## What the exercise asks
Please copy out all lines of the entries that contain the word "name".

## The records
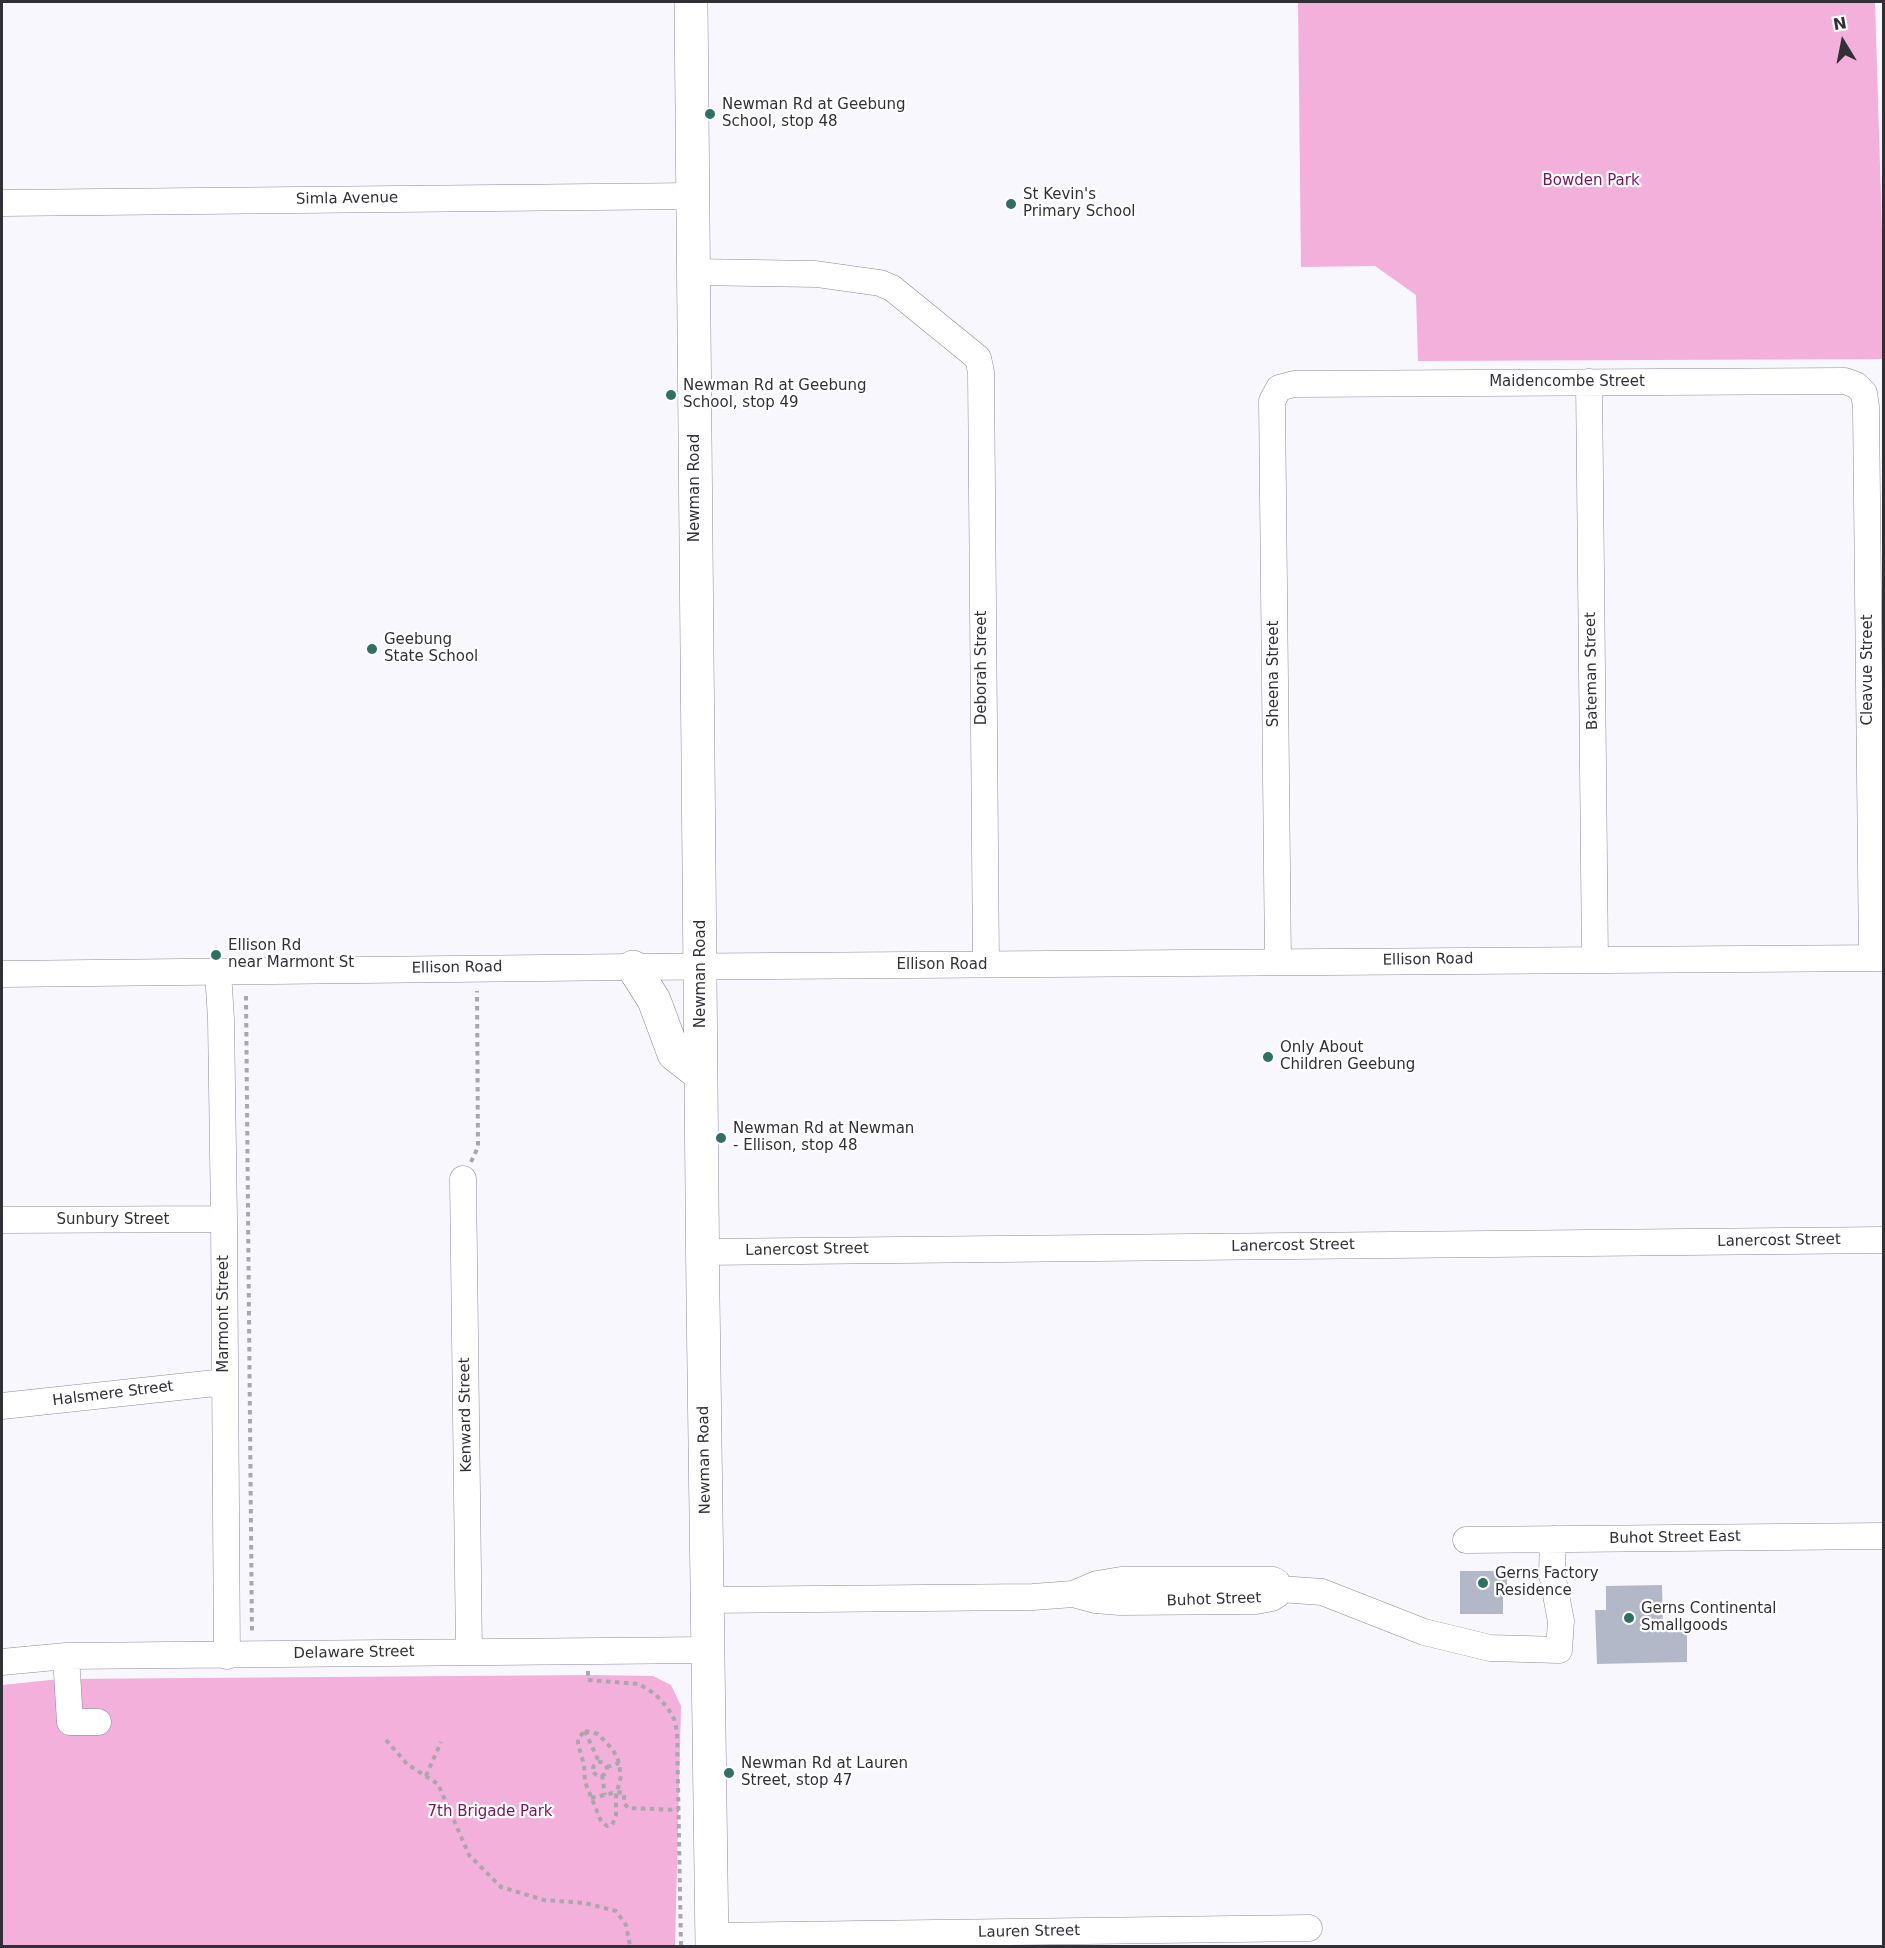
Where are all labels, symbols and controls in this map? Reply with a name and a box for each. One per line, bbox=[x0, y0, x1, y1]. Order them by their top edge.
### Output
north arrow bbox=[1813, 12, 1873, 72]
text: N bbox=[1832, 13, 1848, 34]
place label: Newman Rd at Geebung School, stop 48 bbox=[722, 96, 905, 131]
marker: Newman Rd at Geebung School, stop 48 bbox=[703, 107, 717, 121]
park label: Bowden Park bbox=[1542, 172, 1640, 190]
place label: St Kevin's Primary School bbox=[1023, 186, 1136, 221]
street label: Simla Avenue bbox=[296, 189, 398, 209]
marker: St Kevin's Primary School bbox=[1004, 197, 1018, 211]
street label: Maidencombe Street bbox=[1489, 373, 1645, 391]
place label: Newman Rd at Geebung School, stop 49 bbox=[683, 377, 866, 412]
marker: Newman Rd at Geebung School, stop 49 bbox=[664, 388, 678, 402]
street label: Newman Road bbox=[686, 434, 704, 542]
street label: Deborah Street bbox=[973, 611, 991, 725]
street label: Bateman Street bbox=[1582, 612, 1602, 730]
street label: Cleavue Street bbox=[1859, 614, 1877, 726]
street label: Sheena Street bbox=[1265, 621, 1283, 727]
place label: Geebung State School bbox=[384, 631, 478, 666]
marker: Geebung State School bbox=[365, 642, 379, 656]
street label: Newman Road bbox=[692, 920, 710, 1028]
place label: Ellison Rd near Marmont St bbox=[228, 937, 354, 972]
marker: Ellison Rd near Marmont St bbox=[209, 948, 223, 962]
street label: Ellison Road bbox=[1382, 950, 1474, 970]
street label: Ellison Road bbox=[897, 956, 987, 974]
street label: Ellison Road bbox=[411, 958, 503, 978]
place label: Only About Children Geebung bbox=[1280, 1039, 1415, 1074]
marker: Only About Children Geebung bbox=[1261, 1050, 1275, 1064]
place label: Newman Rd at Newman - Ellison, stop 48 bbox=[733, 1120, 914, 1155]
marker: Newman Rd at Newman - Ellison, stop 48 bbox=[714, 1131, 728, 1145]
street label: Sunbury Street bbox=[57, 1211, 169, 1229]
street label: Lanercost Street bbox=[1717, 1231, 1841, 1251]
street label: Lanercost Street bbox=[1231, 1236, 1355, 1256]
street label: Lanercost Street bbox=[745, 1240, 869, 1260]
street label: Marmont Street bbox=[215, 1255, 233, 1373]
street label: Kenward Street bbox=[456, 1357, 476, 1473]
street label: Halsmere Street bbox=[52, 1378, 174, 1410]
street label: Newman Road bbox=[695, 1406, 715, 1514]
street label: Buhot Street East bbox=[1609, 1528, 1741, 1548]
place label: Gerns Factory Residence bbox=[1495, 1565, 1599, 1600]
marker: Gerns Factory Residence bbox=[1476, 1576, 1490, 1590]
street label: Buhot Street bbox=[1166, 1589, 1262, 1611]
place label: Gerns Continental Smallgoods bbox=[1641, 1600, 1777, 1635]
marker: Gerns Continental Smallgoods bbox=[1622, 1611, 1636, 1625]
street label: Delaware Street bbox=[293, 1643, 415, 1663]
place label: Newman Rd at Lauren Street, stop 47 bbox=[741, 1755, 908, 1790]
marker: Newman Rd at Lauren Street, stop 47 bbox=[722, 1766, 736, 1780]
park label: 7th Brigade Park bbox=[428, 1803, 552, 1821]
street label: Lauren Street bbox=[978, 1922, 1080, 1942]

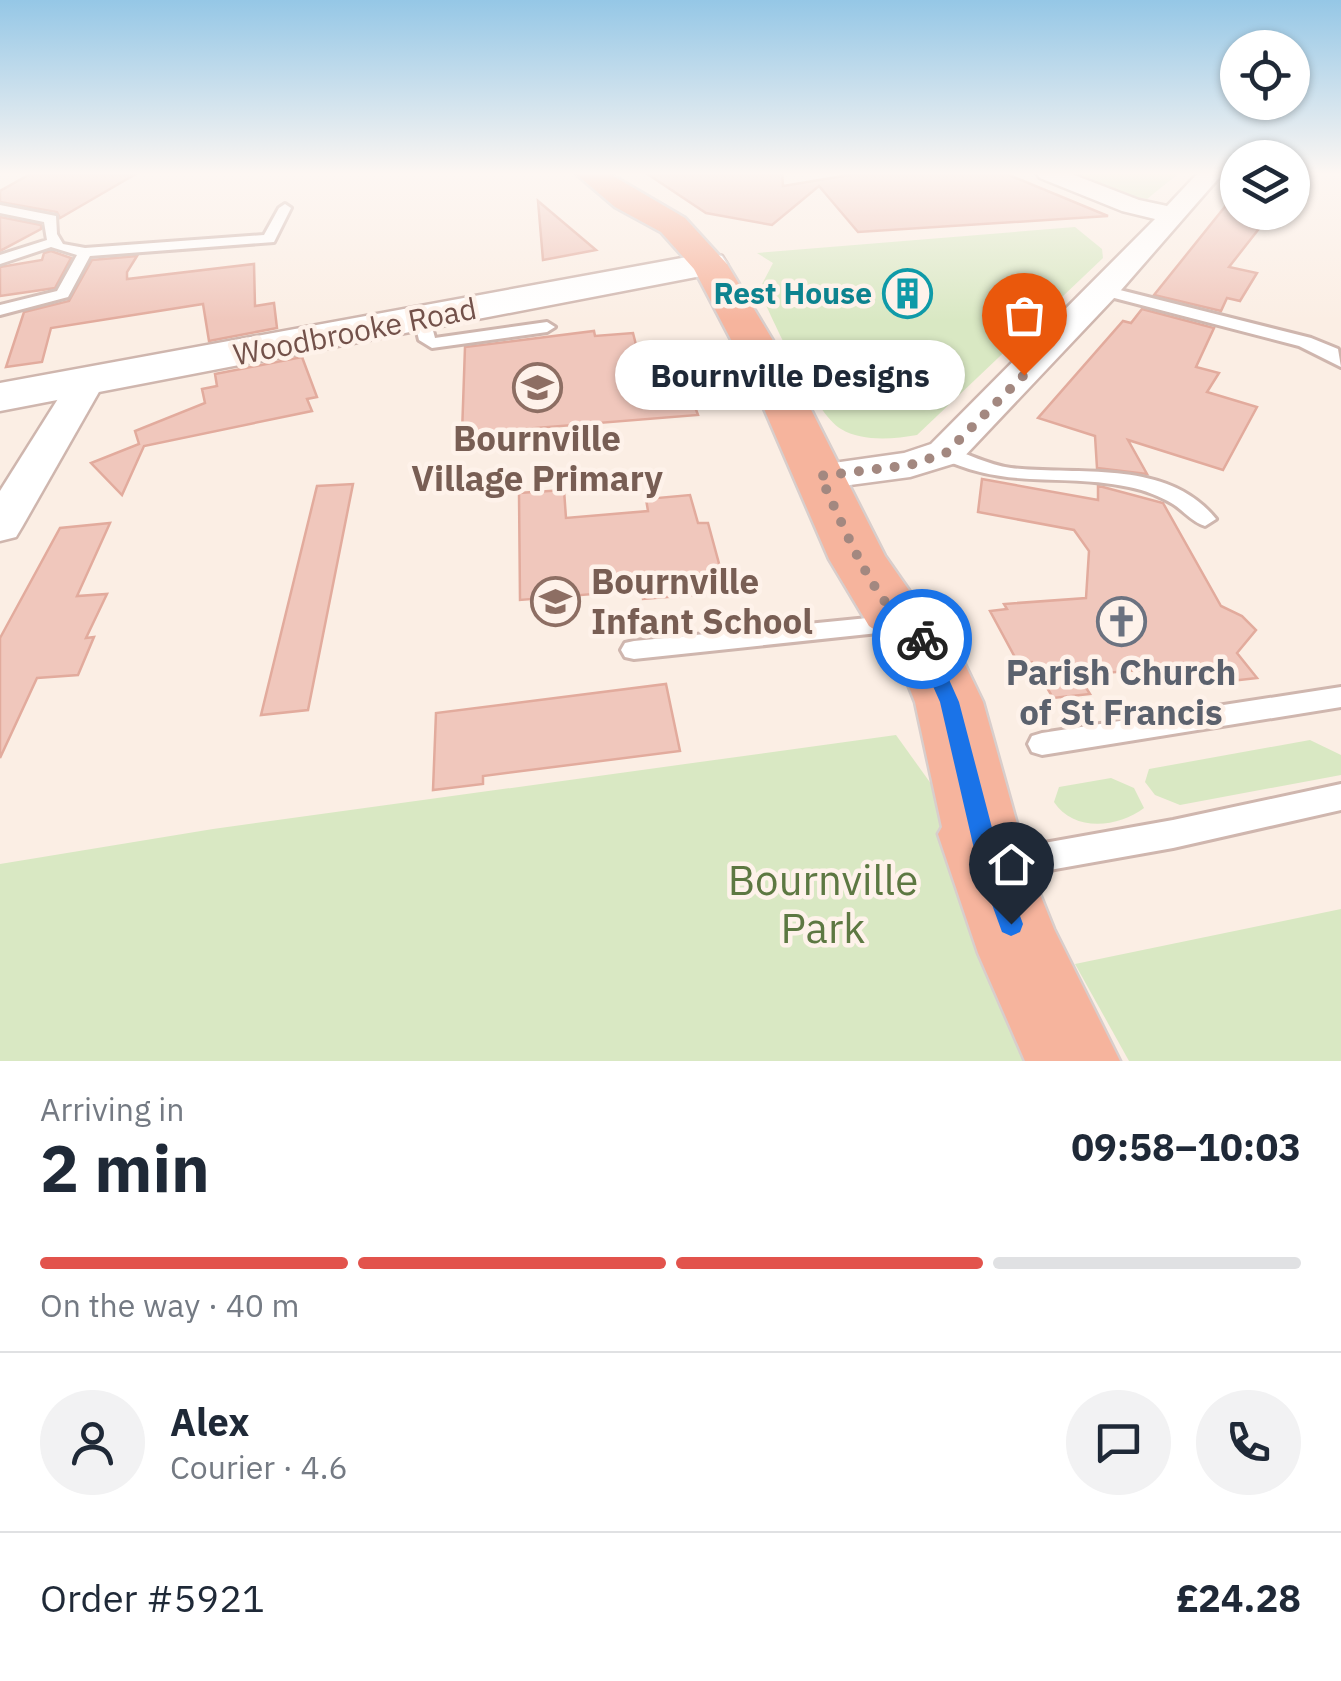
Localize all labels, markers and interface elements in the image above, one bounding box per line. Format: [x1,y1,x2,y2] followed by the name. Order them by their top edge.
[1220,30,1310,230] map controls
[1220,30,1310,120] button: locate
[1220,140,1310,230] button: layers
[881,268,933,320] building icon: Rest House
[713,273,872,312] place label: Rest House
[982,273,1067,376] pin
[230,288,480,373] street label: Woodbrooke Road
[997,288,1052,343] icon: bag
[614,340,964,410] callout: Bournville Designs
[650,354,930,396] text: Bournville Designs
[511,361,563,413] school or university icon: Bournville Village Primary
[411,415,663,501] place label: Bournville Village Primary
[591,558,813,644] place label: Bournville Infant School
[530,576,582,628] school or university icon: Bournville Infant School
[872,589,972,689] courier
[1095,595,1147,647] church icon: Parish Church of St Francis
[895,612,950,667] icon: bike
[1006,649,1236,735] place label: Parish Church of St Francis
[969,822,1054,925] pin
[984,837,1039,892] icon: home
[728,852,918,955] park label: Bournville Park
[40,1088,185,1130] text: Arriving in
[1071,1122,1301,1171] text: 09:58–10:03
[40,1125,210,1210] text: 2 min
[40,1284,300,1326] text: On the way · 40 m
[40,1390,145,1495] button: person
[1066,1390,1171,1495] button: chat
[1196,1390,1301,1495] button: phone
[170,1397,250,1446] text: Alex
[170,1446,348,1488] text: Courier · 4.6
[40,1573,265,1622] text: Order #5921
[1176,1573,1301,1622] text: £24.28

## Reply to the exercise
Where are all labels, symbols and controls in this map? Reply with a name and a box for each. One per line, bbox=[x0, y0, x1, y1]. Order them by their top edge.
Localize all labels, markers and interface elements in the image above, one bounding box per line. Format: [x1,y1,x2,y2] followed by the name. Order them by their top edge.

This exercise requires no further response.